Milgram
Milgram is a HIPAA aligned cluster intended for use on projects that may involve sensitive data. This applies to both storage and computation. If you have any questions about this policy, please contact us.
Milgram is named for Dr. Stanley Milgram, a psychologist who researched the behavioral motivations behind social awareness in individuals and obedience to authority figures.
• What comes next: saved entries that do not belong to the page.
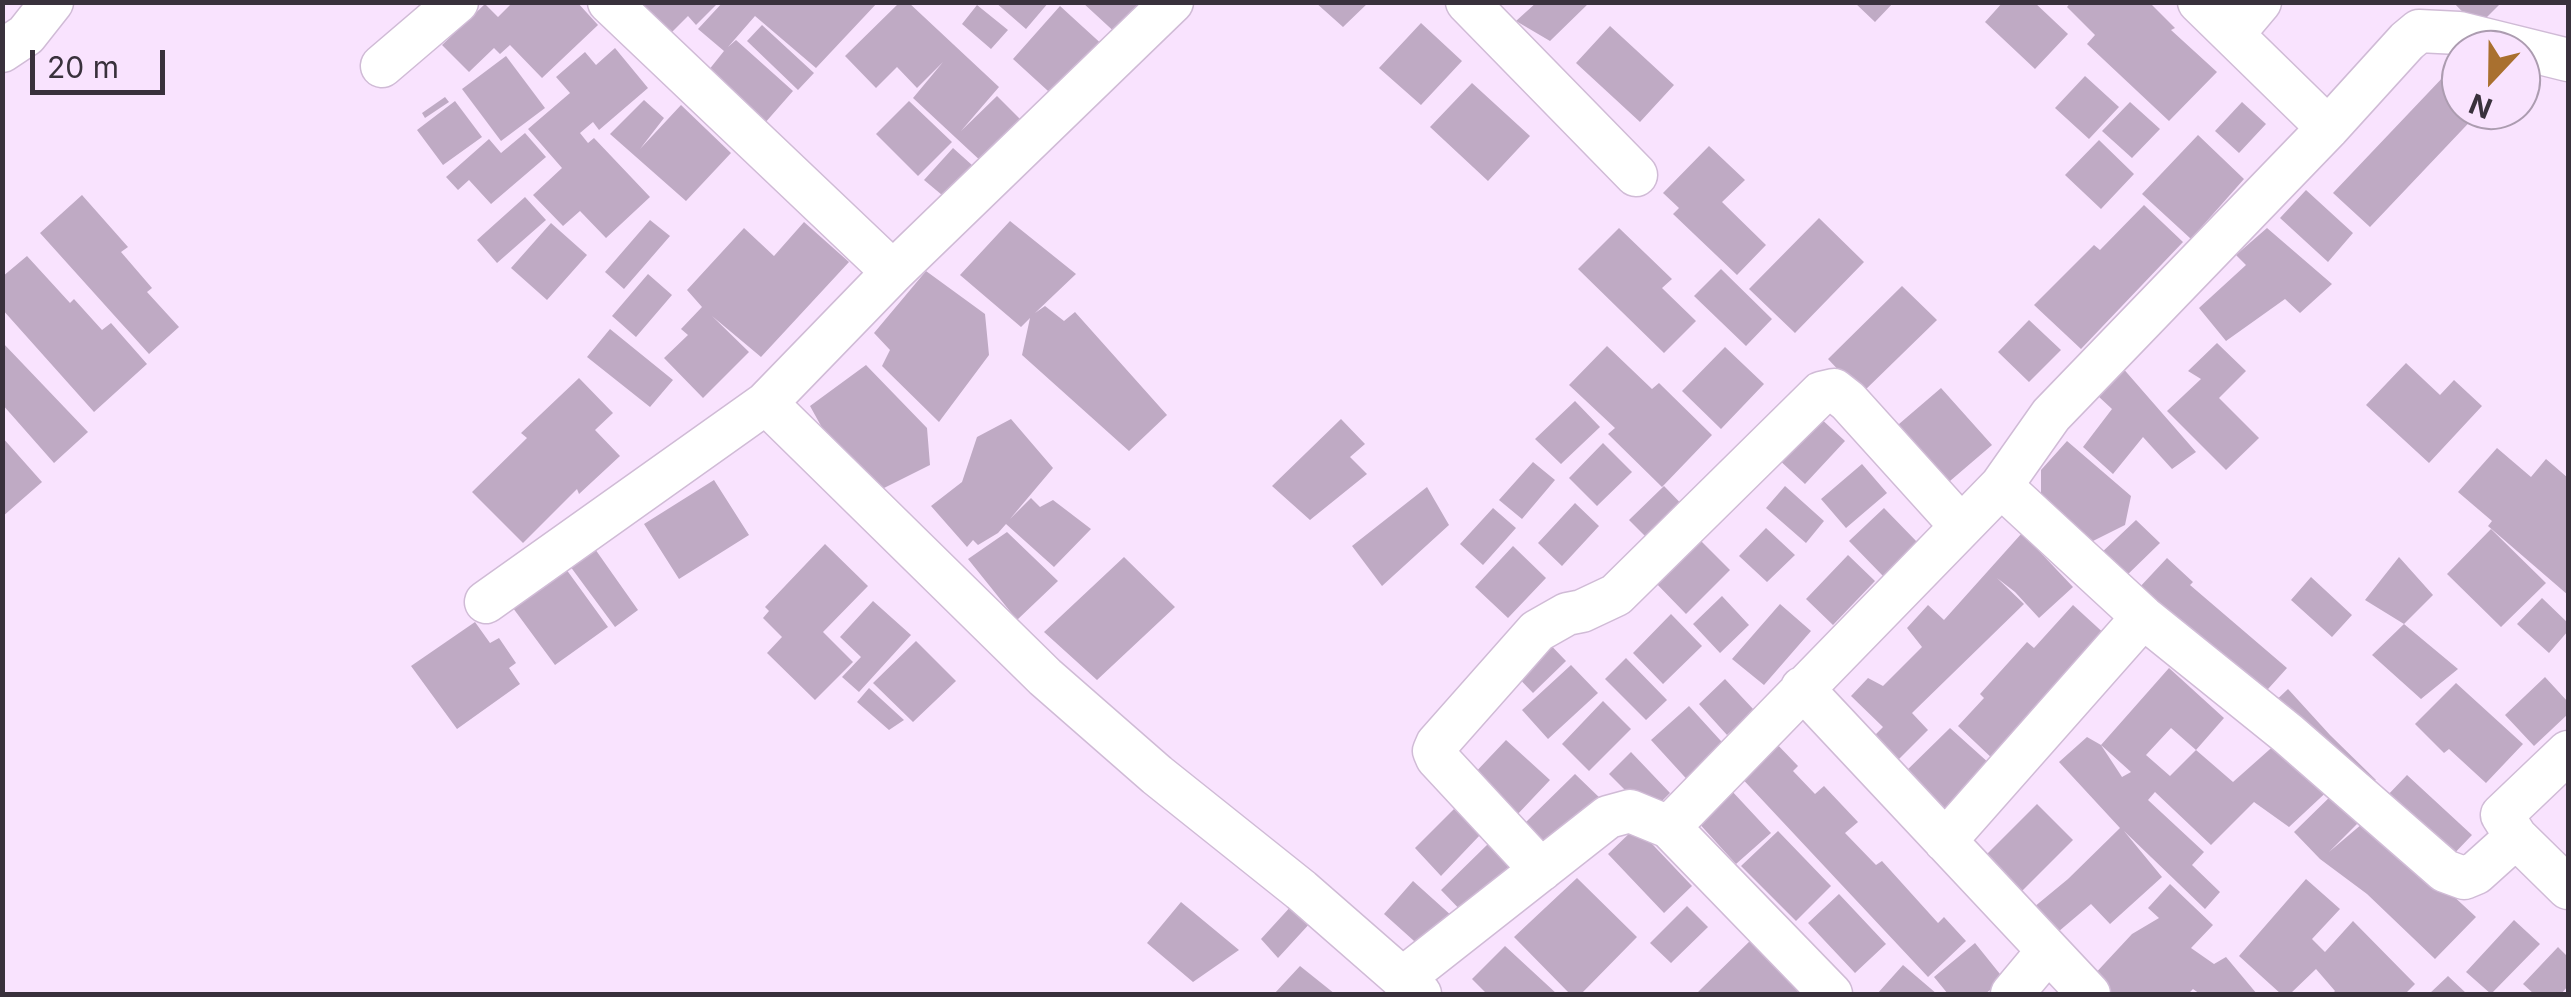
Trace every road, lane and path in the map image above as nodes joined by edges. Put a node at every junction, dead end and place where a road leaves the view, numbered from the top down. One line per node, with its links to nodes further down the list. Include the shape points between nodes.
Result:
1 (52, 2): 9 (street, via 26,35)
2 (457, 2): 11 (street)
3 (608, 2): 14 (street)
4 (1172, 2): 14 (street)
5 (1467, 2): 13 (street)
6 (2199, 2): 8 (street)
7 (2406, 17): 10 (street); 12 (street)
8 (2246, 18): 12 (street)
9 (2, 51)
10 (2568, 60)
11 (382, 66)
12 (2328, 128): 16 (street, via 2051,415)
13 (1636, 175)
14 (892, 272): 15 (street)
15 (766, 402): 18 (street); 28 (street, via 1045,678)
16 (2001, 486): 17 (street); 19 (street)
17 (1962, 526): 20 (street); 25 (street, via 1848,401 1834,390 1821,393 1616,596 1537,631 1437,744 1437,758)
18 (486, 602)
19 (2143, 617): 23 (street, via 2445,872 2464,878 2476,873); 24 (street)
20 (1802, 688): 22 (street); 24 (street)
21 (2568, 752): 23 (street, via 2502,815)
22 (1669, 827): 25 (street, via 1620,812); 29 (street)
23 (2516, 836): 26 (street)
24 (1944, 841): 27 (street)
25 (1541, 870): 28 (street)
26 (2568, 888)
27 (2047, 952): 30 (street); 31 (street)
28 (1411, 986)
29 (1830, 994)
30 (2012, 994)
31 (2089, 994)

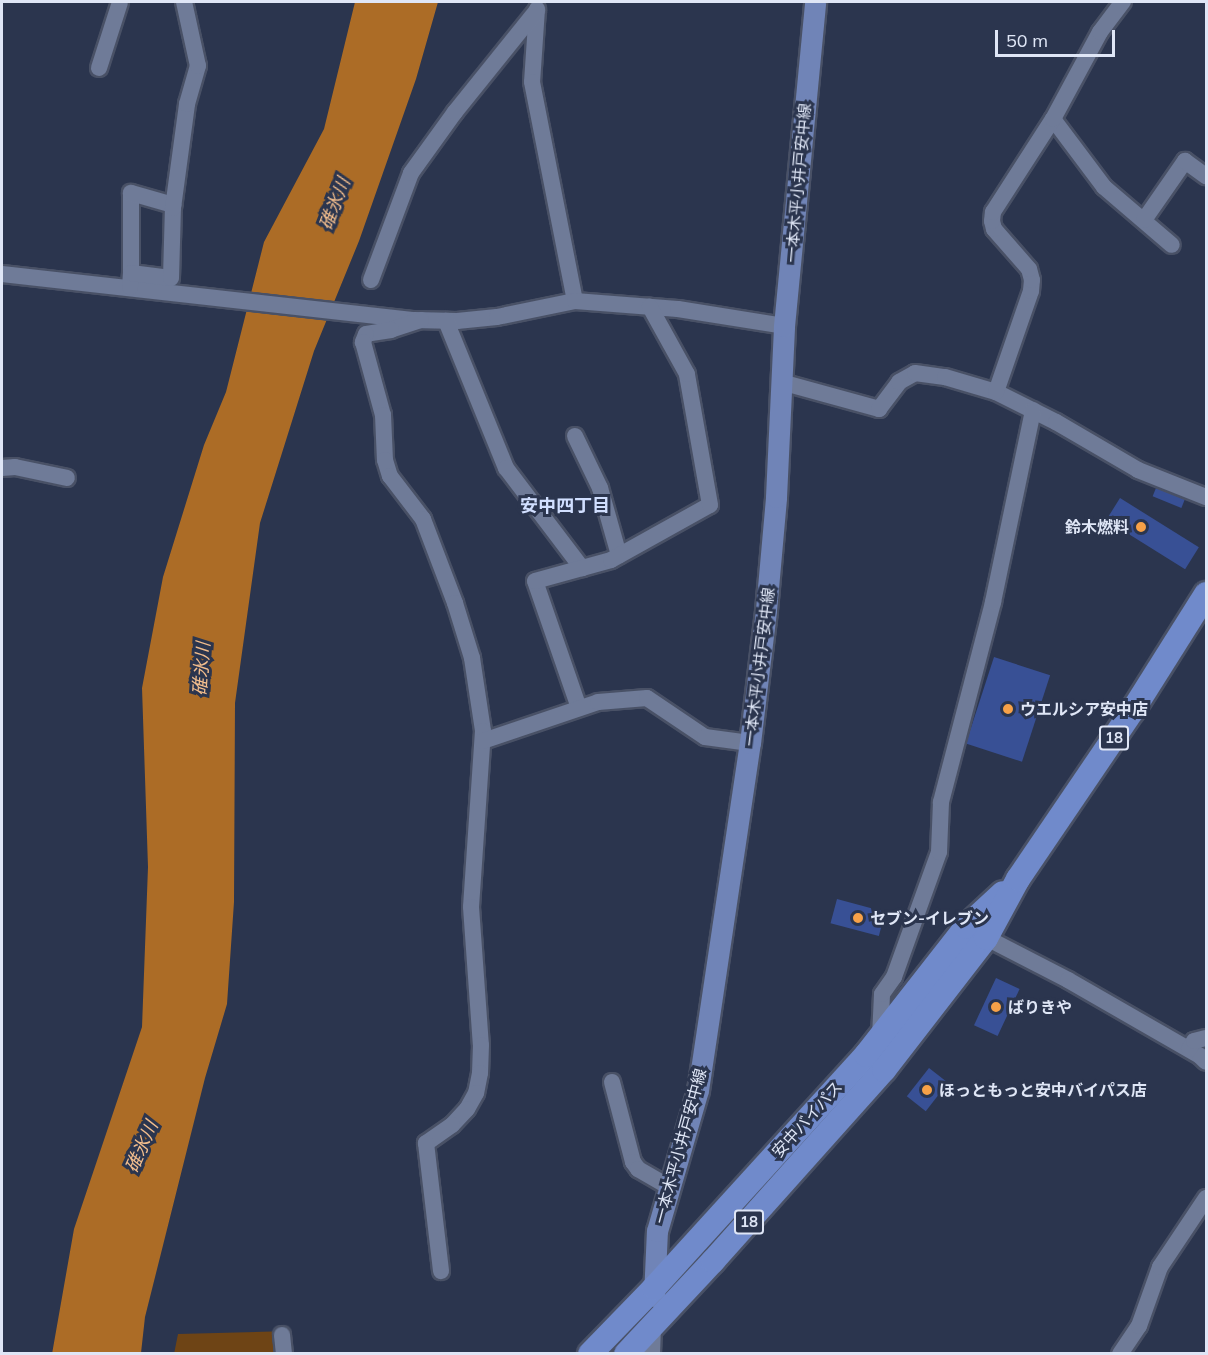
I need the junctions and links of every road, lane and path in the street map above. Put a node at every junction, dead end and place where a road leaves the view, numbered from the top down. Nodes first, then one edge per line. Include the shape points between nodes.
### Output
1 (120, 2) edge
2 (184, 2) edge
3 (815, 2) edge
4 (1123, 2) edge
5 (538, 6) edge
6 (99, 68) dead end
7 (1053, 119) junction
8 (1206, 176) edge
9 (173, 205) junction
10 (1144, 220) junction
11 (1172, 245) dead end
12 (2, 274) edge
13 (130, 280) junction
14 (371, 280) dead end
15 (575, 301) junction
16 (650, 307) junction
17 (421, 320) junction
18 (446, 321) junction
19 (784, 326) junction
20 (781, 382) junction
21 (996, 392) junction
22 (1033, 410) junction
23 (575, 436) dead end
24 (2, 468) edge
25 (67, 478) dead end
26 (1206, 497) edge
27 (620, 555) junction
28 (582, 568) junction
29 (1206, 594) edge
30 (579, 708) junction
31 (483, 741) junction
32 (750, 744) junction
33 (976, 933) junction
34 (879, 1037) junction
35 (1206, 1038) edge
36 (1189, 1049) junction
37 (1206, 1062) edge
38 (612, 1082) dead end
39 (669, 1187) junction
40 (1206, 1198) edge
41 (441, 1271) dead end
42 (654, 1288) junction
43 (653, 1325) junction
44 (282, 1335) dead end
45 (284, 1353) edge
46 (590, 1353) edge
47 (626, 1353) edge
48 (652, 1353) edge
49 (1120, 1353) edge

1 - 6 street
2 - 9 street via 198,66 187,104
3 - 19 main road, 一本木平小井戸安中線
4 - 7 street via 1100,32
5 - 14 street via 411,173
5 - 15 street via 532,82
7 - 10 street via 1104,187
7 - 21 street via 993,212 994,229 1029,269 1032,280
8 - 10 street via 1185,161
9 - 13 street via 171,278
9 - 13 street via 131,193
10 - 11 street
12 - 13 street
13 - 17 street via 192,293
15 - 16 street
15 - 18 street via 497,317
16 - 19 street
16 - 27 street via 687,374 710,505
17 - 18 street
17 - 31 street via 366,334 363,342 383,415 385,460 390,476 423,519 472,658
18 - 28 street via 506,468
19 - 20 main road, 一本木平小井戸安中線
20 - 21 street via 879,409 899,382 915,373
20 - 32 main road, 一本木平小井戸安中線 via 776,496
21 - 22 street
22 - 26 street via 1138,470
22 - 34 street via 993,602 941,802 939,852 894,977 882,994
23 - 27 street via 600,488
24 - 25 street
27 - 28 street
28 - 30 street via 535,581
29 - 33 highway, 安中バイパス / 18 via 1133,710 1018,879
30 - 31 street
30 - 32 street via 598,702 647,698 705,737
31 - 41 street via 471,907 480,1073 476,1093 467,1109 426,1143
32 - 39 main road, 一本木平小井戸安中線 via 698,1090
33 - 34 highway, 安中バイパス / 18
33 - 36 street
33 - 43 highway, 安中バイパス / 18 via 884,1070
34 - 42 highway, 安中バイパス / 18
35 - 36 street via 1194,1041
36 - 37 street
38 - 39 street via 633,1162 638,1170
39 - 42 main road, 一本木平小井戸安中線 via 657,1231
40 - 49 street via 1160,1267 1139,1326
42 - 43 main road, 一本木平小井戸安中線
42 - 46 highway, 安中バイパス / 18
43 - 47 highway, 安中バイパス / 18
43 - 48 street
44 - 45 street

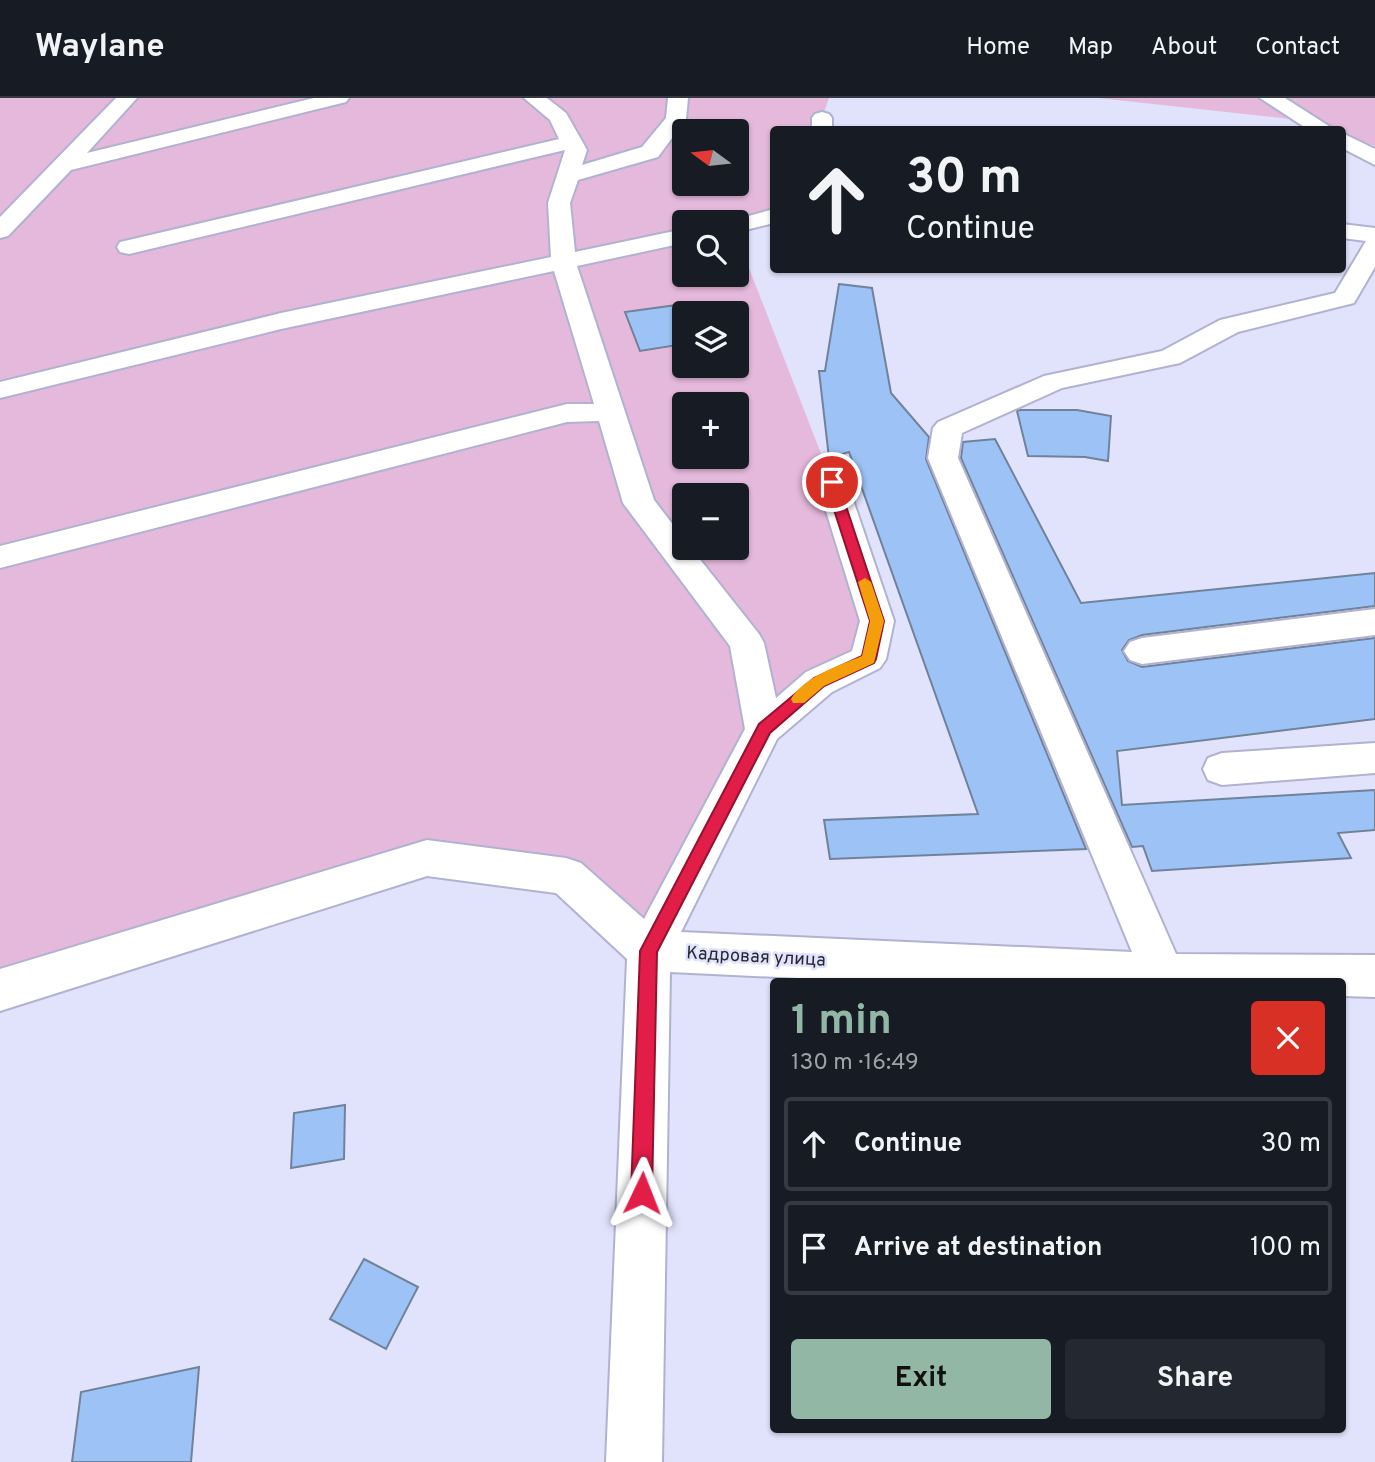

He conducted several famous experiments during his professorship at Yale University including the lost-letter experiment, the small-world experiment, and the Milgram experiment.
Milgram Usage Policies
Users wishing to use Milgram must agree to the following:
- All Milgram users must have fulfilled and be current with Yale's HIPAA training requirement.
- Since Milgram's resources are limited, we ask that you only use Milgram for work on and storage of sensitive data, and that you do your other high performance computing on our other clusters.
Operating System Upgrade"
Milgram has been upgraded to RHEL 8 during the February maintenance window, February 6-8, 2024. For more information see our Milgram Operating System Upgrade documentation.
Access the Cluster
Once you have an account, the cluster can be accessed via ssh or through the Open OnDemand web portal.
Info
Connections to Milgram can only be made from the Yale VPN (access.yale.edu
)--even if you are already on campus (YaleSecure or ethernet). See our VPN page for setup instructions.
System Status and Monitoring
For system status messages and the schedule for upcoming maintenance, please see the system status page. For a current node-level view of job activity, see the cluster monitor page (VPN only).
Partitions and Hardware
Milgram is made up of several kinds of compute nodes. We group them into (sometimes overlapping) Slurm partitions meant to serve different purposes. By combining the --partition
and --constraint
Slurm options you can more finely control what nodes your jobs can run on.
Job Submission Limits
-
You are limited to 4 interactive app instances (of any type) at one time. Additional instances will be rejected until you delete older open instances. For OnDemand jobs, closing the window does not terminate the interactive app job. To terminate the job, click the "Delete" button in your "My Interactive Apps" page in the web portal.
-
Job submissions are limited to 200 jobs per hour. See the Rate Limits section in the Common Job Failures page for more info.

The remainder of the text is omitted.